Não conheço outra receita
além desta: santidade pessoal.
Hoje, em união com a
Igreja, celebramos o triunfo da Mãe, Filha e Esposa de Deus.
E assim como nos sentíamos
contentes na Páscoa da Ressurreição do Senhor, três dias depois da sua morte,
agora estamos alegres porque Maria, depois de acompanhar Jesus desde Belém até
à Cruz, está junto dele em corpo e alma, gozando da sua glória por toda a
eternidade.
Esta é a misteriosa
economia divina: Nossa Senhora, participando plenamente na obra da nossa
salvação, tinha de seguir de perto os passos de seu Filho - a pobreza de Belém,
a vida oculta de trabalho ordinário em Nazaré, a manifestação da divindade em
Caná da Galileia, as afrontas da Paixão, o Sacrifício divino da Cruz, e a
bem-aventurança eterna do Paraíso.
Tudo isto nos afecta
directamente, porque este itinerário sobrenatural há-de ser também o nosso
caminho.
Maria mostra-nos que essa
senda é factível, que é segura.
Ela precedeu-nos na via da
imitação de Cristo e a glorificação da Nossa Mãe é a firme esperança da nossa
salvarão.
Por isso lhe chamamos spes nostra e causa nostra laetitiae, esperança nossa e causa da nossa alegria.
Jamais podemos perder a
esperança de chegar a ser santos, de aceitar os convites do Senhor, de ser
perseverantes até ao final.
Deus, que em nós começou a
obra da santificação, levá-la-á a cabo. Porque, se o Senhor é por nós, quem
será contra nós?
Quem não poupou o seu
próprio Filho, mas por nós todos O entregou à morte, como não nos dará também
com Ele todas as coisas?
Nesta festa, tudo convida
à alegria.
A firme esperança na nossa
santificação pessoal é um dom de Deus, embora o homem não possa permanecer
passivo.
Recordai as palavras de
Cristo: se alguém quer vir após de mim,
negue-se a si mesmo e tome a sua cruz de cada dia e siga-me. Vedes?
A cruz de cada dia.
Nulla dies sine cruce, nenhum dia sem Cruz: nenhum dia que não carreguemos com a Cruz
do Senhor, em que não aceitemos o seu jugo.
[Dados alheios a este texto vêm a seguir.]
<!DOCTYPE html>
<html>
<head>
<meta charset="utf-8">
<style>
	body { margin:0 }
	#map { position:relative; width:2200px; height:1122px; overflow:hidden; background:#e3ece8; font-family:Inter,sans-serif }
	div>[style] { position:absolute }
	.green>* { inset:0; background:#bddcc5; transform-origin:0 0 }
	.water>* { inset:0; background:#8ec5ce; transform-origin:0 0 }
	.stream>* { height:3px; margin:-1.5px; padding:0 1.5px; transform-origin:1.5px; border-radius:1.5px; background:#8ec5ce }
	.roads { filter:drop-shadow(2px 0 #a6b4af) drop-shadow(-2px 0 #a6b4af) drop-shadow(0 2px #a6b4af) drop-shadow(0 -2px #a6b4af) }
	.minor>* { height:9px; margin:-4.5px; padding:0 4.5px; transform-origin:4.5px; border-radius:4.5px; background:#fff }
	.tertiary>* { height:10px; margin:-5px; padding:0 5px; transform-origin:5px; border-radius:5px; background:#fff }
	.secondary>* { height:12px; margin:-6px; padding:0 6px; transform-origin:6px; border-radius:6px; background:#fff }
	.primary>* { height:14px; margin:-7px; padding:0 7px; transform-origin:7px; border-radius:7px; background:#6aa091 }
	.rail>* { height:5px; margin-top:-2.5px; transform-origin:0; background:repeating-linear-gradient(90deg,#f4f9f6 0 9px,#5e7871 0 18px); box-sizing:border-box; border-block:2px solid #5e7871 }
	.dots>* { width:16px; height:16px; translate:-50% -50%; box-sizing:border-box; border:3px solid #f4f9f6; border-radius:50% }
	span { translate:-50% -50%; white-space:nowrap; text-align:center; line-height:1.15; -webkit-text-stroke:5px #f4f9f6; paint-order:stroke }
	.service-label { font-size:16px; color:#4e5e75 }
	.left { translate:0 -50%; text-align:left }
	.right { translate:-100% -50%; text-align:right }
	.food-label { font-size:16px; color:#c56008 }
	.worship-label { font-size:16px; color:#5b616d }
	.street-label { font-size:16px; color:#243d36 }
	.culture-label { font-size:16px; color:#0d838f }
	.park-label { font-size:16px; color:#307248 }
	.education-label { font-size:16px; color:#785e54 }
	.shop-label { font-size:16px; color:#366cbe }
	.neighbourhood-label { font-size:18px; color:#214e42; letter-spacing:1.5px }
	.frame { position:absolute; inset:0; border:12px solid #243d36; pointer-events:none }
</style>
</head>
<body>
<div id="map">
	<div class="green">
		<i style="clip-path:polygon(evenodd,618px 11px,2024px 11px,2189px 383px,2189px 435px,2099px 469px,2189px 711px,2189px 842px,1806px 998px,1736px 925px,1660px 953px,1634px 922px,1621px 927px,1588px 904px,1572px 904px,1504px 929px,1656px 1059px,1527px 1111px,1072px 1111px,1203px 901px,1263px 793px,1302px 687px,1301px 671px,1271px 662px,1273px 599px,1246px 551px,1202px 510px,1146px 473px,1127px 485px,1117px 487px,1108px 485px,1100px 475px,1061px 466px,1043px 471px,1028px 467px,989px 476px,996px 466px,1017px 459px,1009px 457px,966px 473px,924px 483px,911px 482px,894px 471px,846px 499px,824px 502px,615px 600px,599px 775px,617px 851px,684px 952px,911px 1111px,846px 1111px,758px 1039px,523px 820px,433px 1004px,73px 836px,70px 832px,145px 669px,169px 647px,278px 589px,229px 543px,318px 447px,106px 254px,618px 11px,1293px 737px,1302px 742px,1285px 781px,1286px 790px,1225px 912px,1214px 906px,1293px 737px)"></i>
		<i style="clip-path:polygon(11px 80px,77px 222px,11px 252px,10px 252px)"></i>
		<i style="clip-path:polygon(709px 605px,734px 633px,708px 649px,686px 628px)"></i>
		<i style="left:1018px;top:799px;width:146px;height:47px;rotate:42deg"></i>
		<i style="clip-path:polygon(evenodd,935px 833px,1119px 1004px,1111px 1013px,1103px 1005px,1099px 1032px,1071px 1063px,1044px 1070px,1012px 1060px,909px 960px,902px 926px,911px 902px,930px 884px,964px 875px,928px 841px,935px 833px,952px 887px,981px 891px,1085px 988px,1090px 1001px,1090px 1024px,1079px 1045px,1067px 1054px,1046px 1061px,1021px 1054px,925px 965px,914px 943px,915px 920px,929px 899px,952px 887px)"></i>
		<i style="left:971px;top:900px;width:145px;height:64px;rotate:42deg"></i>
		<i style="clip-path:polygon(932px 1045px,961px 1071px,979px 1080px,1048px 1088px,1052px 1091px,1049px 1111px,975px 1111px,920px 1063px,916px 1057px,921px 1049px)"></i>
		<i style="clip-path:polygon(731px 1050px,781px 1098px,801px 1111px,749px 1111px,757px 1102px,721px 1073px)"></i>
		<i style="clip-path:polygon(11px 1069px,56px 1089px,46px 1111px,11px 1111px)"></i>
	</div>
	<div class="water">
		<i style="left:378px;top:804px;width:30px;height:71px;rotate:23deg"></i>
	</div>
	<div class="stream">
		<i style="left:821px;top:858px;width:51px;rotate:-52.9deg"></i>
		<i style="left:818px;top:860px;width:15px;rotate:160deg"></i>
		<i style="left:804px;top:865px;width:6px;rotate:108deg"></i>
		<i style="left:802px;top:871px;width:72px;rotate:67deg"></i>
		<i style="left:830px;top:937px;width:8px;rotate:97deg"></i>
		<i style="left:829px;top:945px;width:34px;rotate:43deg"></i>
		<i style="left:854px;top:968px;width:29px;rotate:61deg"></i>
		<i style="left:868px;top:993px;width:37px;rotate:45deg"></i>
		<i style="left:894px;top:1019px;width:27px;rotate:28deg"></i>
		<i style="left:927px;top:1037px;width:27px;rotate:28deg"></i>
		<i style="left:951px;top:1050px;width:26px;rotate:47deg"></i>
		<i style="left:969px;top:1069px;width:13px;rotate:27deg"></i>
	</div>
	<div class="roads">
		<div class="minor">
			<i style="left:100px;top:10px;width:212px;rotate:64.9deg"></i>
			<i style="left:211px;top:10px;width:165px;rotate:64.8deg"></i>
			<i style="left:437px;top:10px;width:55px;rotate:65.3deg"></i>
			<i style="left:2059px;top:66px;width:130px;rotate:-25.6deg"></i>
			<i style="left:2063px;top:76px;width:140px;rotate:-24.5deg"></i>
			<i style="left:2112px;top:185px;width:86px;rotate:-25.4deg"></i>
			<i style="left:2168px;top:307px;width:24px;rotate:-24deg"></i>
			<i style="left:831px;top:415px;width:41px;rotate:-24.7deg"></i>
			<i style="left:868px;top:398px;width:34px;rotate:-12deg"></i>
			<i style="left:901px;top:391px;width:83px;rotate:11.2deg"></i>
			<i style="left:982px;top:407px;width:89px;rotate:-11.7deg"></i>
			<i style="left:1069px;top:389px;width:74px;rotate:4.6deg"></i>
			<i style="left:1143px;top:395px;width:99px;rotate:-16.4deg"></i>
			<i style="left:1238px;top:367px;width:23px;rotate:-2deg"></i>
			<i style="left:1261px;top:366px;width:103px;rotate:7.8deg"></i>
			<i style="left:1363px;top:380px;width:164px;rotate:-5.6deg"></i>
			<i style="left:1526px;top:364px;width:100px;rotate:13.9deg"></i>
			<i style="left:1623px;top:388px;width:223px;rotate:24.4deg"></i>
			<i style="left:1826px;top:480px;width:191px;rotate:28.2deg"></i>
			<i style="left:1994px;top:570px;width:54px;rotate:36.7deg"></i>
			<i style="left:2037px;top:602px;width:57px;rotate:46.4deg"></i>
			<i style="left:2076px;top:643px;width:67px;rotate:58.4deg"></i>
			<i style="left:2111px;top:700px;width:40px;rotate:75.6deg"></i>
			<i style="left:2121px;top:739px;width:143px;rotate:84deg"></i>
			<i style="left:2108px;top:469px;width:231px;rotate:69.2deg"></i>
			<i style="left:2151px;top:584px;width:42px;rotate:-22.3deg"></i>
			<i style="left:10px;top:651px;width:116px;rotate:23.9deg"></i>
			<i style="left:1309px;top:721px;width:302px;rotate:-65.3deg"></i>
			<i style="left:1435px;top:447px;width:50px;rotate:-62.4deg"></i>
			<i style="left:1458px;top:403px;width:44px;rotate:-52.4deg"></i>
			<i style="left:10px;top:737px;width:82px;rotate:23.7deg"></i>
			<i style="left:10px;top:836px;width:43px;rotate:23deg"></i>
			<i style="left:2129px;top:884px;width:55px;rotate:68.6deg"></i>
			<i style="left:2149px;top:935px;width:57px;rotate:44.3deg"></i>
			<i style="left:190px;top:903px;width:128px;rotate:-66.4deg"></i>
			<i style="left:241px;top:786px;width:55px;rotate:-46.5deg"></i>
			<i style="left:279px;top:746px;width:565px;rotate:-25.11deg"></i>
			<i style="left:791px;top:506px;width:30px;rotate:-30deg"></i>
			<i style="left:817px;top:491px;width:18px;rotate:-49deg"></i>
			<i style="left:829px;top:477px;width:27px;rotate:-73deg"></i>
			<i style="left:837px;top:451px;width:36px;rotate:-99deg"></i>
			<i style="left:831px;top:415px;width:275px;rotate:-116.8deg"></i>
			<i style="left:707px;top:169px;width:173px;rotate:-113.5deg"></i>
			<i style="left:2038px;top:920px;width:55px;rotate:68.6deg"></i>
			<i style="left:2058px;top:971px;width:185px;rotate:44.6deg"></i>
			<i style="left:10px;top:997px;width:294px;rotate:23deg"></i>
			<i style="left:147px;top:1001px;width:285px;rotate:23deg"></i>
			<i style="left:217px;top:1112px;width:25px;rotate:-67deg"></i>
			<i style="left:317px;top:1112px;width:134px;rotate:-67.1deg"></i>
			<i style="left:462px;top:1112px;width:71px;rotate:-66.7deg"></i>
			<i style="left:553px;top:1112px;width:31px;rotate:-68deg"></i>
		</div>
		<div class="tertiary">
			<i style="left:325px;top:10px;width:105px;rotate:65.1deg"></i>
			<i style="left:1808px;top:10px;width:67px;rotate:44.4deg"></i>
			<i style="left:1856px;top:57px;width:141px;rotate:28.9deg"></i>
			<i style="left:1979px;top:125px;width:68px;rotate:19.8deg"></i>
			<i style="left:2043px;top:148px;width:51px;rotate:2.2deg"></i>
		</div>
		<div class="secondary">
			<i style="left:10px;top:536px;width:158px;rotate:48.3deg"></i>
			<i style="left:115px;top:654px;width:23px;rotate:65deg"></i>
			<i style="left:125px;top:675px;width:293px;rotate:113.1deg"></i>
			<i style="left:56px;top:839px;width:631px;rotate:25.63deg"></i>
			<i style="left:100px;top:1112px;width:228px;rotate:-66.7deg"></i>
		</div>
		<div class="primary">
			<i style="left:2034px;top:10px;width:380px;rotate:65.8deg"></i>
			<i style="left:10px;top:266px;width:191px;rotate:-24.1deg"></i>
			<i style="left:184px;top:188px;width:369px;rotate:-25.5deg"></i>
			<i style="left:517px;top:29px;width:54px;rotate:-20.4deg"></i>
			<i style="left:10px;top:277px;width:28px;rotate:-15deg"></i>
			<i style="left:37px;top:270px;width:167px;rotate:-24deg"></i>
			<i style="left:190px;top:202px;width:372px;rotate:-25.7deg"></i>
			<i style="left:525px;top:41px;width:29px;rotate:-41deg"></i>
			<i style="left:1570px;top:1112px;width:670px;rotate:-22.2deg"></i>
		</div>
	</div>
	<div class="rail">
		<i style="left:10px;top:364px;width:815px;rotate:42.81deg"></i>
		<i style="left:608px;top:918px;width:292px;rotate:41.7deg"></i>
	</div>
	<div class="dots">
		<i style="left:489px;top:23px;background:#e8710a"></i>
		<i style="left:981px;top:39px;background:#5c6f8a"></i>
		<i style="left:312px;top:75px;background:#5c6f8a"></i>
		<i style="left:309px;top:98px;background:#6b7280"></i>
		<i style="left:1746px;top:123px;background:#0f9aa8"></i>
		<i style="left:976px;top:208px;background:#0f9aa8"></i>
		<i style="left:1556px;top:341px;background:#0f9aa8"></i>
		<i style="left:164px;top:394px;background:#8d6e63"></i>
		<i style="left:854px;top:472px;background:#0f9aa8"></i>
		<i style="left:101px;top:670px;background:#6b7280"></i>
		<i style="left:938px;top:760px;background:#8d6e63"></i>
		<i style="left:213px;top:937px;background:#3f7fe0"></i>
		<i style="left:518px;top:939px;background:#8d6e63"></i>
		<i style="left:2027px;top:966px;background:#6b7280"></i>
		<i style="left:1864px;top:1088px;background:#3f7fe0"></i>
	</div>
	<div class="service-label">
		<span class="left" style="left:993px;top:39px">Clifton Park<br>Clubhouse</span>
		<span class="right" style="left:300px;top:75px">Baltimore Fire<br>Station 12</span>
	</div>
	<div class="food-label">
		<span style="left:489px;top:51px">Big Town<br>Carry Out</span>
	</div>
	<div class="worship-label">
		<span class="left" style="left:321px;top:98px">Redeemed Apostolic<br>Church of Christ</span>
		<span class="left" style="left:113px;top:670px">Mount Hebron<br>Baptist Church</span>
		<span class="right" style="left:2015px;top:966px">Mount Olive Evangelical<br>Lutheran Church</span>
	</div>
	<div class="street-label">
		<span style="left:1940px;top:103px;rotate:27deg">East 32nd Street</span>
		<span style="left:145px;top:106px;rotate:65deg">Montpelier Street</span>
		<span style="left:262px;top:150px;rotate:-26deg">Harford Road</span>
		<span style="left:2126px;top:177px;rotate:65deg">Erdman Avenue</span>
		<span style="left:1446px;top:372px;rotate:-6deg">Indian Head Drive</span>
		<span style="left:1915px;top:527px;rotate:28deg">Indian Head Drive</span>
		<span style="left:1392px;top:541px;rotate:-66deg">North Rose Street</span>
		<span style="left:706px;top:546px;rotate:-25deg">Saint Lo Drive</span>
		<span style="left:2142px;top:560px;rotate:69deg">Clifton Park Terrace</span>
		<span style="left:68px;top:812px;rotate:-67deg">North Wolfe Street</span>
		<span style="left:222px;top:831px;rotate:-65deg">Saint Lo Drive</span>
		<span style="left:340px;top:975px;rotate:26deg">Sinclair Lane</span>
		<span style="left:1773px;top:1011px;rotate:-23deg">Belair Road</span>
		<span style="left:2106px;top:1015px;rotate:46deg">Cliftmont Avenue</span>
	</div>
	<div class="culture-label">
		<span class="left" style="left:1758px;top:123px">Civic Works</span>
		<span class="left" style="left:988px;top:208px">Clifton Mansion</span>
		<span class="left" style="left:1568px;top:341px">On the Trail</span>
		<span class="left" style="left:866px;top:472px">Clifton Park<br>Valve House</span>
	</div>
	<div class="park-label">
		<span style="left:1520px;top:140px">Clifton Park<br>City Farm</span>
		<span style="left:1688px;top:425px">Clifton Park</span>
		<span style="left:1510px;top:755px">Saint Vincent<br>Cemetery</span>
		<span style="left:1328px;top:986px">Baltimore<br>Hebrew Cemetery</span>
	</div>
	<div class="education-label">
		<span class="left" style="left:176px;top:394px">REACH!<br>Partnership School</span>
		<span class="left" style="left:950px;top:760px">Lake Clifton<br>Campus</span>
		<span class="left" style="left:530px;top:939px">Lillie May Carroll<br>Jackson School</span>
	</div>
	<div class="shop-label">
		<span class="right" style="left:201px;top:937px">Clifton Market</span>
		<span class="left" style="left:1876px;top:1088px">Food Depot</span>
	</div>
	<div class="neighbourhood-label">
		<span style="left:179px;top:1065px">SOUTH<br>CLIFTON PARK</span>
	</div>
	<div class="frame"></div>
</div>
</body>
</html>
Eis porque não quis deixar
de vos recordar também que a alegria da Ressurreição é consequência da dor da
Cruz.
Não temais, contudo,
porque o próprio Senhor nos diz: vinde a
Mim todos, os que trabalhais e vos achais carregados, e eu vos aliviarei. Tomai sobre vós o meu jugo e aprendei de
mim, que sou manso e humilde de coração, e achareis descanso para as vossas
almas. Porque o meu jugo é suave, e o meu peso leve.
Vinde - glosa S. João
Crisóstomo - não para prestar contas, mas para serdes livres dos vossos
pecados; vinde, podeis procurar-me, pois eu não tenho necessidade da vossa
glória, mas da vossa salvação...
Não temais ao ouvir falar
de jugo, porque é suave: não temais se falo de peso, porque é leve.
O caminho da nossa
santificarão pessoal passa, quotidianamente, pela Cruz: esse caminho não é
desgraçado, porque o próprio Cristo nos ajuda e com Ele não há lugar para a
tristeza.
In laetitia, nulla dies sine cruce!, gosto eu de repetir.
Com a alma trespassada de
alegria, nenhum dia sem Cruz!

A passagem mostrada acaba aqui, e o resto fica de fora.